Ask these questions in conversation, adapting based on answers. Don't dump them all at once; have a natural dialogue. {{ask_instruction}}
Purpose & Context
- What is this feature for? What problem does it solve?
- Who specifically will use it? (Not "users"; be specific: role, context, frequency)
- What does success look like? How will you know this feature is working?
- What's the user's state of mind when they reach this feature? (Rushed? Exploring? Anxious? Focused?)
Content & Data
- What content or data does this feature display or collect?
- What are the realistic ranges? (Minimum, typical, maximum, e.g., 0 items, 5 items, 500 items)
- What are the edge cases? (Empty state, error state, first-time use, power user)
- Is any content dynamic? What changes and how often?
Design Goals
- What's the single most important thing a user should do or understand here?
- What should this feel like? (Fast/efficient? Calm/trustworthy? Fun/playful? Premium/refined?)
- Are there existing patterns in the product this should be consistent with?

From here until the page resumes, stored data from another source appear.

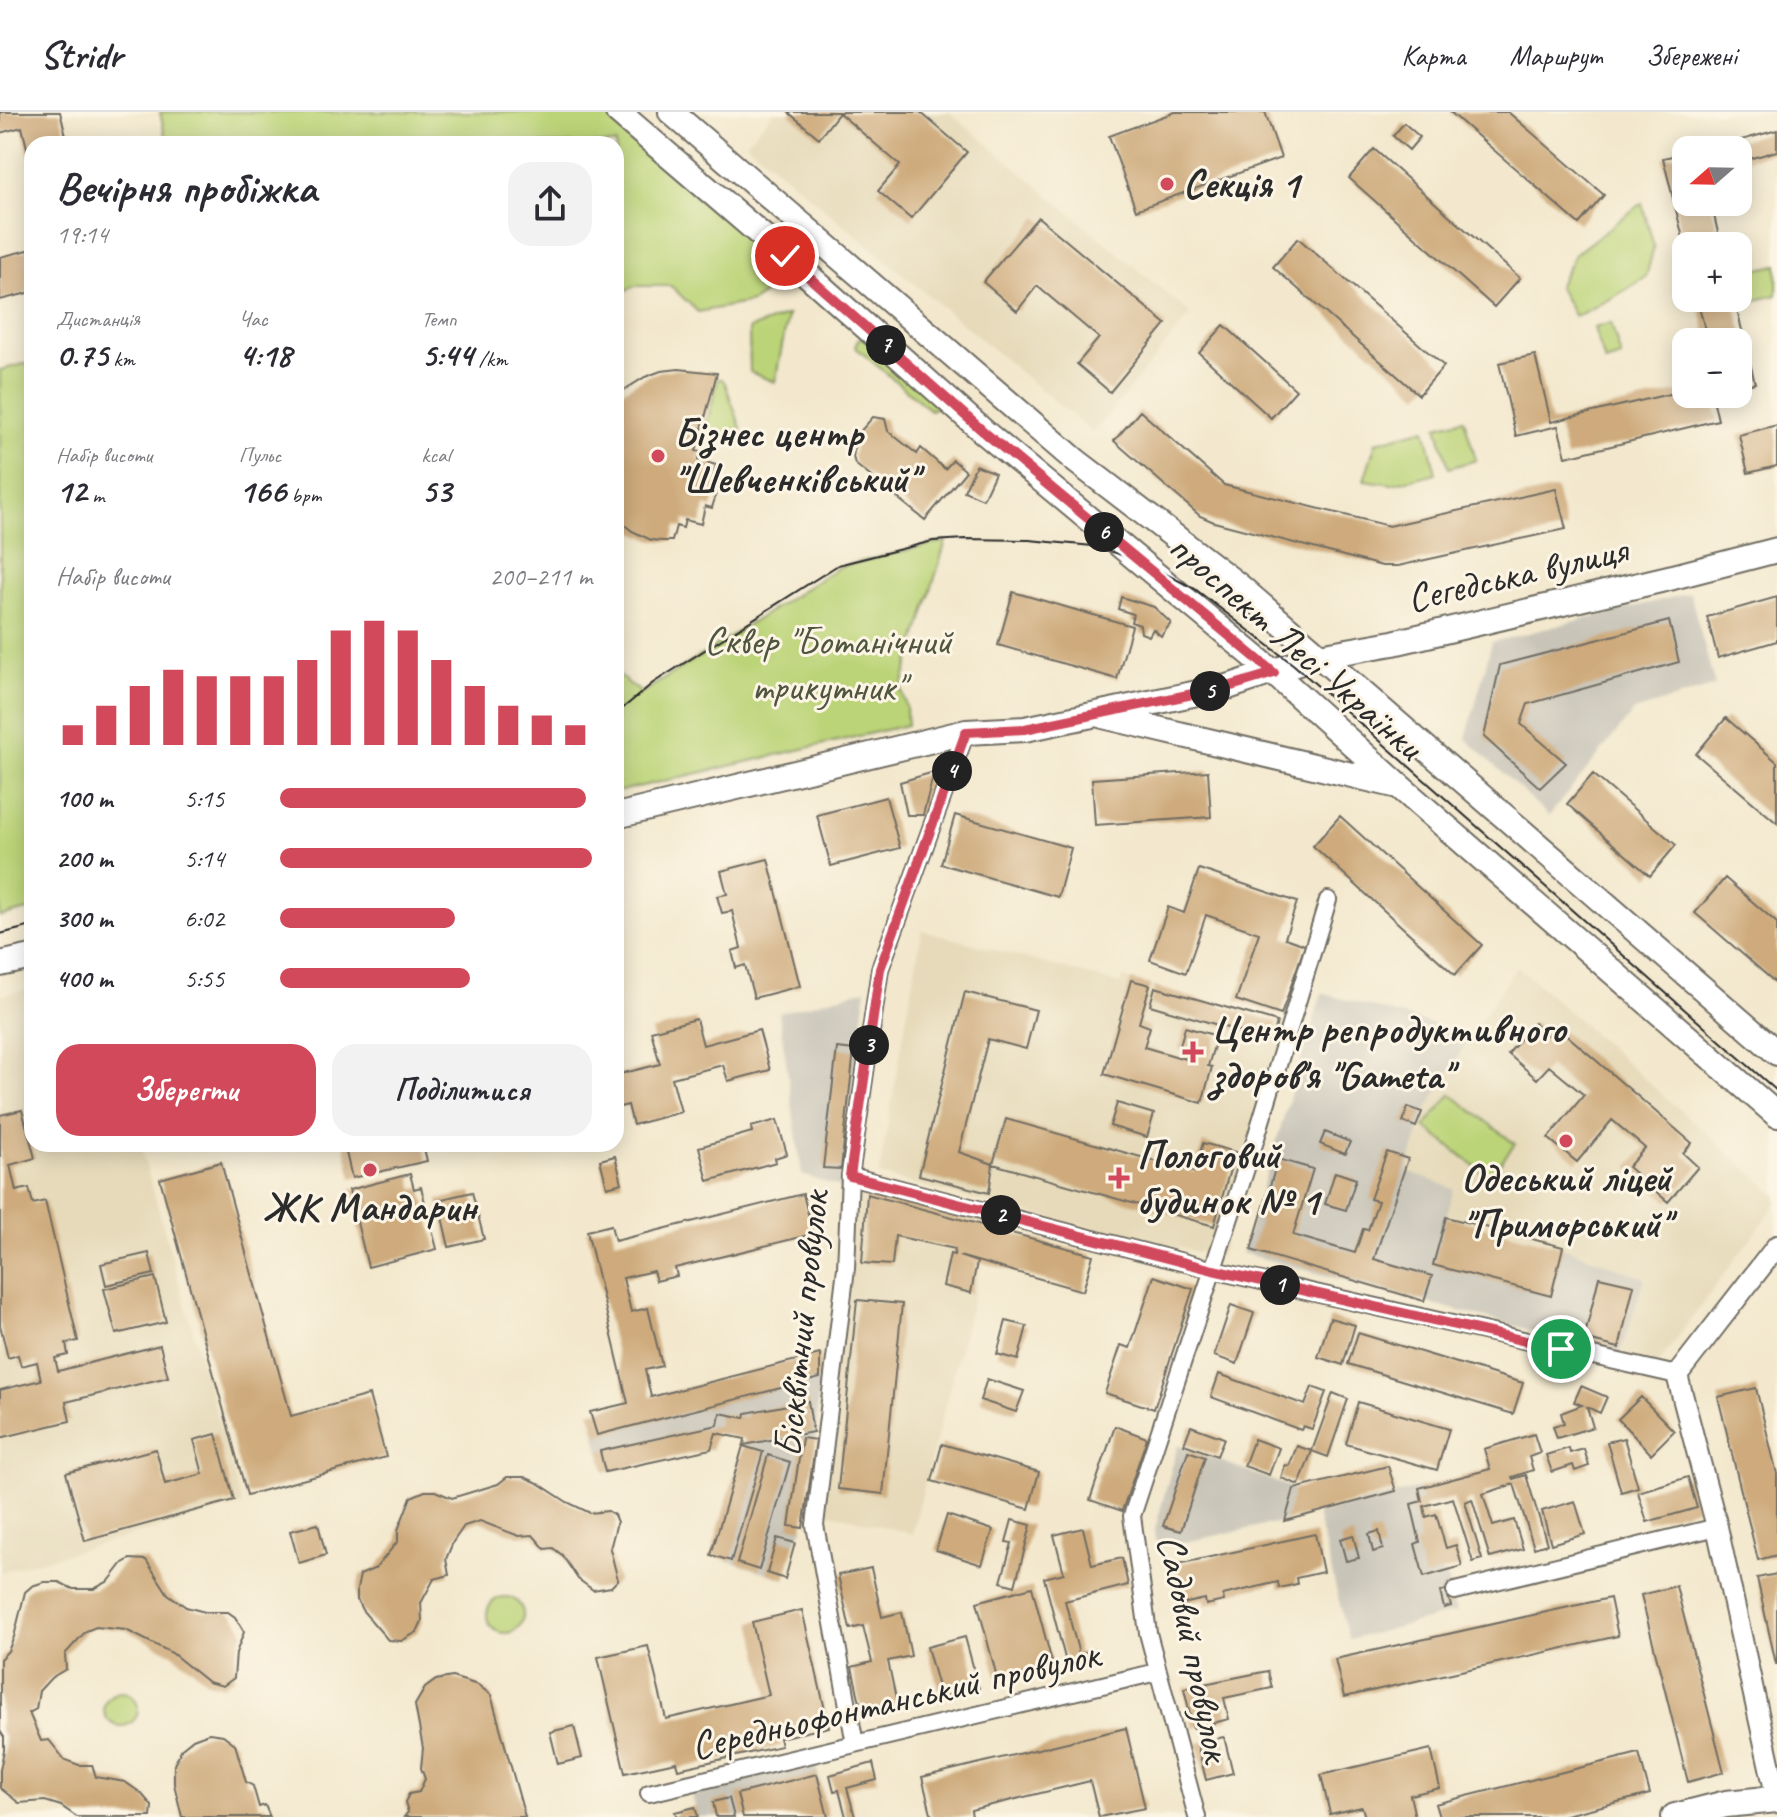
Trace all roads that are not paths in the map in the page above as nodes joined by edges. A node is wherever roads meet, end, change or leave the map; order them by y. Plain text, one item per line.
1 (618, 112) edge
2 (671, 112) edge
3 (1777, 550) edge
4 (1319, 656) junction
5 (1274, 673) junction
6 (1097, 714) junction
7 (966, 732) junction
8 (1399, 786) junction
9 (624, 814) edge
10 (1328, 900) dead end
11 (24, 959) edge
12 (0, 964) edge
13 (1777, 1053) edge
14 (1777, 1115) edge
15 (850, 1176) junction
16 (1777, 1246) edge
17 (1213, 1270) junction
18 (1677, 1375) junction
19 (1717, 1527) junction
20 (1455, 1591) dead end
21 (1157, 1672) junction
22 (855, 1744) junction
23 (649, 1793) dead end
24 (1777, 1799) edge
25 (1197, 1817) edge
26 (1675, 1817) edge
27 (1750, 1817) edge

1 - 5 main road, проспект Лесі Українки
2 - 4 main road, проспект Лесі Українки
3 - 4 main road, Сегедська вулиця
4 - 5 main road, Сегедська вулиця
4 - 13 main road, проспект Лесі Українки
5 - 6 main road, Сегедська вулиця
5 - 8 main road, проспект Лесі Українки
6 - 7 main road, Сегедська вулиця
6 - 8 main road
7 - 9 main road, Сегедська вулиця
7 - 15 street, Бісквітний провулок
8 - 14 main road, проспект Лесі Українки
10 - 17 street, Садовий провулок
11 - 12 main road
15 - 17 street
15 - 22 street, Бісквітний провулок
16 - 18 street
17 - 18 street
17 - 21 street, Садовий провулок
18 - 19 street
19 - 20 street
19 - 24 street
21 - 22 street, Середньофонтанський провулок
21 - 25 street, Садовий провулок
22 - 23 street, Середньофонтанський провулок
24 - 26 main road
24 - 27 main road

- Are there specific examples (inside or outside the product) that capture what you're going for?
Constraints
- Are there technical constraints? (Framework, performance budget, browser support)
- Are there content constraints? (Localization, dynamic text length, user-generated content)
- Mobile/responsive requirements?
- Accessibility requirements beyond WCAG AA?
Anti-Goals
- What should this NOT be? What would be a wrong direction?
- What's the biggest risk of getting this wrong?
Phase 2: Design Brief
After the interview, synthesize everything into a structured design brief. Present it to the user for confirmation before considering this skill complete.
Brief Structure
1. Feature Summary (2-3 sentences) What this is, who it's for, what it needs to accomplish.
2. Primary User Action The single most important thing a user should do or understand here.
3. Design Direction
How this should feel. What aesthetic approach fits. Reference the project's design context from .impeccable.md and explain how this feature should express it.
4. Layout Strategy High-level spatial approach: what gets emphasis, what's secondary, how information flows. Describe the visual hierarchy and rhythm, not specific CSS.
5. Key States List every state the feature needs: default, empty, loading, error, success, edge cases. For each, note what the user needs to see and feel.
6. Interaction Model How users interact with this feature. What happens on click, hover, scroll? What feedback do they get? What's the flow from entry to completion?
7. Content Requirements What copy, labels, empty state messages, error messages, and microcopy are needed. Note any dynamic content and its realistic ranges.
8. Recommended References Based on the brief, list which impeccable reference files would be most valuable during implementation (e.g., spatial-design.md for complex layouts, motion-design.md for animated features, interaction-design.md for form-heavy features).
9. Open Questions Anything unresolved that the implementer should resolve during build.
{{ask_instruction}} Get explicit confirmation of the brief before finishing. If the user disagrees with any part, revisit the relevant discovery questions.
Once confirmed, the brief is complete. The user can now hand it to {{command_prefix}}impeccable craft to build the feature, or use it to guide any other implementation approach.